Jak to się dzieje, że skądinąd światli ludzie, nie pozbawieni – jak się zdaje – dobrej woli, nie mogą pojąć tej najoczywistszej prawdy? Wydaje się, że jedynym rozsądnym wytłumaczenie tego paradoksu jest fakt, że ich ideologie zostały sfastrygowane w czasach myślenia konstrukcjami marksistowsko-leninowskimi. Od marksizmu odeszli, ale nie od wyobrażenia, że ich własne konstrukcje można realizować z powodzeniem w życiu społecznym. Ich wspólnym mianownikiem jest miraż „niekapitalistycznej drogi rozwoju”. Chcą jeszcze raz przechytrzyć naturę ludzką sądząc, że bezwłasnościowy system gospodarczy w demokratycznym milieu, podlany sosem solidaryzmu sprawdzi się tym razem – tym samym dają dowód, że naiwnie wierzą, iż komunizm jest splugawieniem – przez złych komunistów – dobrej idei socjalizmu.

Sytuacja Polski końca lat 80-tych przypomina dramat okrętu dryfującego z niewiarygodna szybkością, wprost w objęcia katastrofy. Trwają na nim dziwne – zważywszy na powagę chwili – spory. Na mostku kapitańskim tkwi niekompetentna ekipa oficerska (władza), a zbuntowani marynarze (naród) domagają się, by do steru dopuścić wyłoniona przez nich elitę (opozycję).

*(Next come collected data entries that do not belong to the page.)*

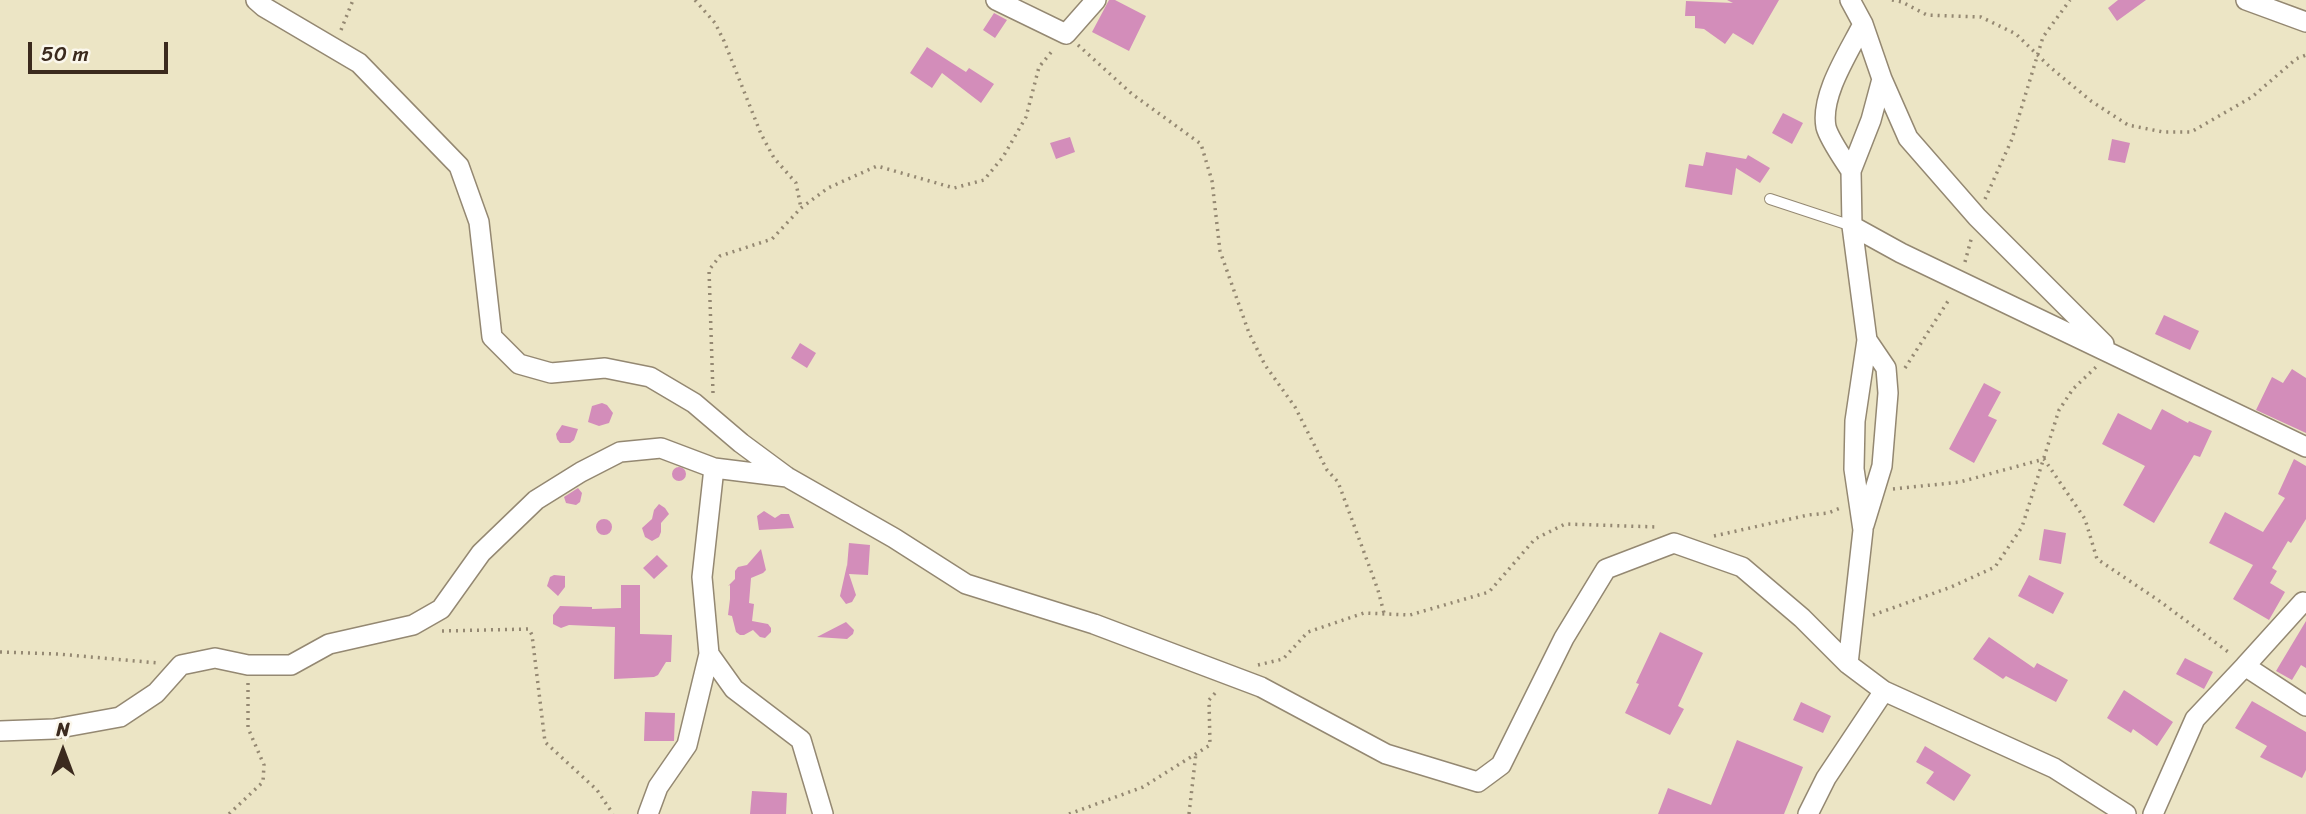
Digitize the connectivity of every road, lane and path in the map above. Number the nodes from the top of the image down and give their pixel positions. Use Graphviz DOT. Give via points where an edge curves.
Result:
graph roads {
  1 [pos="256,0"];
  2 [pos="353,0"];
  3 [pos="695,0"];
  4 [pos="996,0"];
  5 [pos="1096,0"];
  6 [pos="1850,0"];
  7 [pos="1892,0"];
  8 [pos="2246,0"];
  9 [pos="1031,9"];
  10 [pos="2306,22"];
  11 [pos="1863,24"];
  12 [pos="1066,34"];
  13 [pos="334,48"];
  14 [pos="2306,55"];
  15 [pos="1882,79"];
  16 [pos="1851,171"];
  17 [pos="1770,199"];
  18 [pos="802,208"];
  19 [pos="1852,226"];
  20 [pos="1867,340"];
  21 [pos="2116,355"];
  22 [pos="714,420"];
  23 [pos="2306,447"];
  24 [pos="2044,459"];
  25 [pos="714,468"];
  26 [pos="787,477"];
  27 [pos="1866,497"];
  28 [pos="1658,527"];
  29 [pos="1712,536"];
  30 [pos="2305,600"];
  31 [pos="1384,614"];
  32 [pos="1853,622"];
  33 [pos="413,625"];
  34 [pos="0,652"];
  35 [pos="709,654"];
  36 [pos="1848,664"];
  37 [pos="181,665"];
  38 [pos="248,665"];
  39 [pos="2245,666"];
  40 [pos="1230,676"];
  41 [pos="1884,691"];
  42 [pos="2306,706"];
  43 [pos="0,731"];
  44 [pos="1196,753"];
  45 [pos="229,814"];
  46 [pos="613,814"];
  47 [pos="648,814"];
  48 [pos="822,814"];
  49 [pos="1069,814"];
  50 [pos="1189,814"];
  51 [pos="1808,814"];
  52 [pos="2126,814"];
  53 [pos="2153,814"];
  1 -- 13 [label="street"];
  2 -- 13 [label="path"];
  3 -- 18 [label="path" via="715,23 761,134 796,183"];
  4 -- 9 [label="street"];
  5 -- 12 [label="street"];
  6 -- 11 [label="street"];
  7 -- 14 [label="path" via="1927,15 1981,17 2016,34 2091,101 2128,125 2163,132 2191,132 2252,97 2295,59"];
  8 -- 10 [label="street"];
  9 -- 12 [label="street"];
  11 -- 15 [label="street"];
  11 -- 16 [label="street" via="1826,103 1826,129"];
  12 -- 18 [label="path" via="1039,67 1026,117 984,180 954,188 877,166 828,188"];
  12 -- 31 [label="path" via="1132,94 1201,144 1212,181 1220,251 1249,332 1338,482"];
  13 -- 22 [label="street" via="359,63 459,166 479,222 492,337 519,364 551,373 605,368 650,376"];
  15 -- 16 [label="street"];
  15 -- 21 [label="street" via="1908,138 1977,217"];
  16 -- 19 [label="street"];
  17 -- 19 [label="lane"];
  18 -- 22 [label="path" via="772,239 720,256 709,270"];
  19 -- 20 [label="street"];
  19 -- 21 [label="street"];
  20 -- 27 [label="street" via="1855,421 1854,469"];
  20 -- 27 [label="street" via="1886,368 1888,393 1882,466"];
  21 -- 23 [label="street"];
  21 -- 24 [label="path" via="2073,389 2059,411"];
  22 -- 26 [label="street"];
  24 -- 27 [label="path" via="1960,482 1912,486"];
  24 -- 32 [label="path" via="2022,527 1995,568"];
  24 -- 39 [label="path" via="2085,519 2097,559"];
  25 -- 26 [label="street"];
  25 -- 33 [label="street" via="661,449 620,452 581,471 536,500 481,553 441,609"];
  25 -- 35 [label="street" via="702,578"];
  26 -- 40 [label="street" via="966,584 1094,624"];
  27 -- 29 [label="path" via="1828,513"];
  27 -- 32 [label="street"];
  28 -- 31 [label="path" via="1565,524 1535,538 1489,592 1410,615"];
  30 -- 39 [label="street"];
  31 -- 40 [label="path" via="1364,613 1308,632 1283,659"];
  32 -- 36 [label="street"];
  33 -- 38 [label="street" via="329,645 291,665"];
  33 -- 46 [label="path" via="434,631 529,629 545,742 597,790"];
  34 -- 37 [label="path"];
  35 -- 47 [label="street" via="687,745 658,787"];
  35 -- 48 [label="street" via="734,689 801,740"];
  36 -- 40 [label="street" via="1742,568 1674,543 1606,569 1564,638 1500,765 1478,782 1387,754 1261,687"];
  36 -- 41 [label="street"];
  37 -- 38 [label="street" via="215,658"];
  37 -- 43 [label="street" via="156,693 120,717 54,729"];
  38 -- 45 [label="path" via="248,728 264,765 262,782"];
  39 -- 42 [label="street"];
  39 -- 53 [label="street" via="2195,719"];
  40 -- 44 [label="path" via="1209,700 1210,745"];
  41 -- 51 [label="street" via="1826,778"];
  41 -- 52 [label="street" via="2054,768"];
  44 -- 49 [label="path" via="1143,786"];
  44 -- 50 [label="path"];
}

Rzecz w tym, że prawie nikt z zaokrętowanych nie zdaje sobie dostatecznie jasno sprawy z tego, że ów niebezpieczny dryf ku katastrofie ekonomiczno-cywilizacyjnej nie wynika jedynie z niekompetencji, złej woli kadry oficerskiej (władzy), jej błędów i wypaczeń w nawigacji i sterowaniu, ale przede wszystkim z faktu, iż każdy nowoczesny „statek” gospodarczy musi być wyposażony w samostery (mechanizmy rynkowe), które zadziałają tylko po całkowitej likwidacji ręcznego sterowania, a więc po odblokowaniu sprzężeń wolnej konkurencji i – summa summarum – parcelacji dotychczasowego spięcia wszystkich podzespołów gospodarujących, w jeden zamknięty, jałowy obwód monopolu państwa”.

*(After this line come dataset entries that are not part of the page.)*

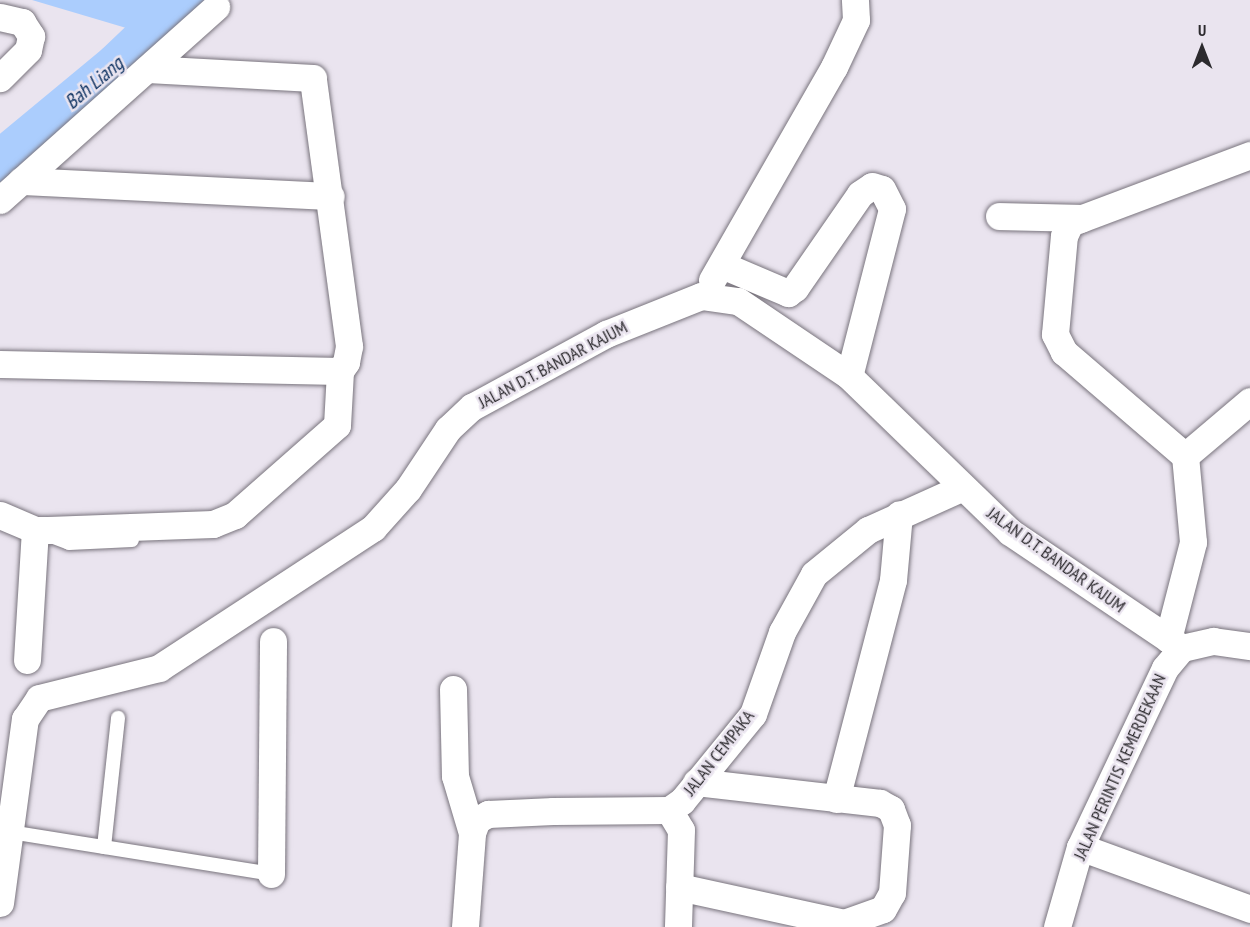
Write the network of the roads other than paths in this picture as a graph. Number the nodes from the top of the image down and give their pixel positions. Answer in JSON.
{"nodes":[{"id":1,"x":855,"y":0,"type":"edge"},
{"id":2,"x":216,"y":7,"type":"dead end"},
{"id":3,"x":0,"y":17,"type":"edge"},
{"id":4,"x":147,"y":69,"type":"junction"},
{"id":5,"x":0,"y":78,"type":"edge"},
{"id":6,"x":1250,"y":155,"type":"edge"},
{"id":7,"x":21,"y":181,"type":"junction"},
{"id":8,"x":331,"y":196,"type":"junction"},
{"id":9,"x":0,"y":200,"type":"edge"},
{"id":10,"x":999,"y":216,"type":"dead end"},
{"id":11,"x":1082,"y":218,"type":"junction"},
{"id":12,"x":722,"y":265,"type":"junction"},
{"id":13,"x":701,"y":296,"type":"junction"},
{"id":14,"x":0,"y":364,"type":"edge"},
{"id":15,"x":340,"y":371,"type":"junction"},
{"id":16,"x":849,"y":376,"type":"junction"},
{"id":17,"x":1250,"y":401,"type":"edge"},
{"id":18,"x":1185,"y":456,"type":"junction"},
{"id":19,"x":962,"y":488,"type":"junction"},
{"id":20,"x":899,"y":514,"type":"junction"},
{"id":21,"x":0,"y":515,"type":"edge"},
{"id":22,"x":35,"y":530,"type":"junction"},
{"id":23,"x":273,"y":641,"type":"dead end"},
{"id":24,"x":1175,"y":643,"type":"junction"},
{"id":25,"x":1250,"y":646,"type":"edge"},
{"id":26,"x":27,"y":660,"type":"dead end"},
{"id":27,"x":453,"y":689,"type":"dead end"},
{"id":28,"x":118,"y":718,"type":"dead end"},
{"id":29,"x":696,"y":782,"type":"junction"},
{"id":30,"x":836,"y":799,"type":"junction"},
{"id":31,"x":669,"y":810,"type":"junction"},
{"id":32,"x":10,"y":832,"type":"junction"},
{"id":33,"x":472,"y":833,"type":"junction"},
{"id":34,"x":105,"y":847,"type":"junction"},
{"id":35,"x":1080,"y":847,"type":"junction"},
{"id":36,"x":271,"y":874,"type":"joint"},
{"id":37,"x":679,"y":887,"type":"junction"},
{"id":38,"x":0,"y":903,"type":"edge"},
{"id":39,"x":1250,"y":909,"type":"edge"},
{"id":40,"x":465,"y":927,"type":"edge"},
{"id":41,"x":678,"y":927,"type":"edge"},
{"id":42,"x":1058,"y":927,"type":"edge"}],
"edges":[{"from":1,"to":12,"type":"street"},
{"from":2,"to":4,"type":"street"},
{"from":3,"to":5,"type":"street"},
{"from":4,"to":7,"type":"street"},
{"from":4,"to":8,"type":"street"},
{"from":6,"to":11,"type":"street"},
{"from":7,"to":8,"type":"street"},
{"from":7,"to":9,"type":"street"},
{"from":8,"to":15,"type":"street"},
{"from":10,"to":11,"type":"street"},
{"from":11,"to":18,"type":"street"},
{"from":12,"to":13,"type":"street"},
{"from":12,"to":16,"type":"street"},
{"from":13,"to":16,"type":"street","name":"JALAN D.T. BANDAR KAJUM"},
{"from":13,"to":32,"type":"street","name":"JALAN D.T. BANDAR KAJUM"},
{"from":14,"to":15,"type":"street"},
{"from":15,"to":22,"type":"street"},
{"from":16,"to":19,"type":"street","name":"JALAN D.T. BANDAR KAJUM"},
{"from":17,"to":18,"type":"street"},
{"from":18,"to":24,"type":"street"},
{"from":19,"to":20,"type":"street","name":"JALAN CEMPAKA"},
{"from":19,"to":24,"type":"street","name":"JALAN D.T. BANDAR KAJUM"},
{"from":20,"to":29,"type":"street","name":"JALAN CEMPAKA"},
{"from":20,"to":30,"type":"street"},
{"from":21,"to":22,"type":"street"},
{"from":22,"to":26,"type":"street"},
{"from":23,"to":36,"type":"street"},
{"from":24,"to":25,"type":"street"},
{"from":24,"to":35,"type":"street","name":"JALAN PERINTIS KEMERDEKAAN"},
{"from":27,"to":33,"type":"street"},
{"from":28,"to":34,"type":"lane"},
{"from":29,"to":30,"type":"street"},
{"from":29,"to":31,"type":"street","name":"JALAN CEMPAKA"},
{"from":30,"to":37,"type":"street"},
{"from":31,"to":33,"type":"street","name":"JALAN CEMPAKA"},
{"from":31,"to":37,"type":"street"},
{"from":32,"to":34,"type":"lane"},
{"from":32,"to":38,"type":"street","name":"JALAN D.T. BANDAR KAJUM"},
{"from":33,"to":40,"type":"street"},
{"from":34,"to":36,"type":"lane"},
{"from":35,"to":39,"type":"street"},
{"from":35,"to":42,"type":"street","name":"JALAN PERINTIS KEMERDEKAAN"},
{"from":37,"to":41,"type":"street"}]}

Pozwoliłem sobie zacytować fragment tekstu, który napisałem w 1988 roku. Sytuacja się zmieniła, ale na gorsze: wprawdzie na mostku kapitańskim krzątają się przedstawiciele załogi (narodu), ale statek nadal dryfuje, a zbuntowana załoga (naród) pogrążyła się w apatii lub poddała się panice rzucając się do ucieczki.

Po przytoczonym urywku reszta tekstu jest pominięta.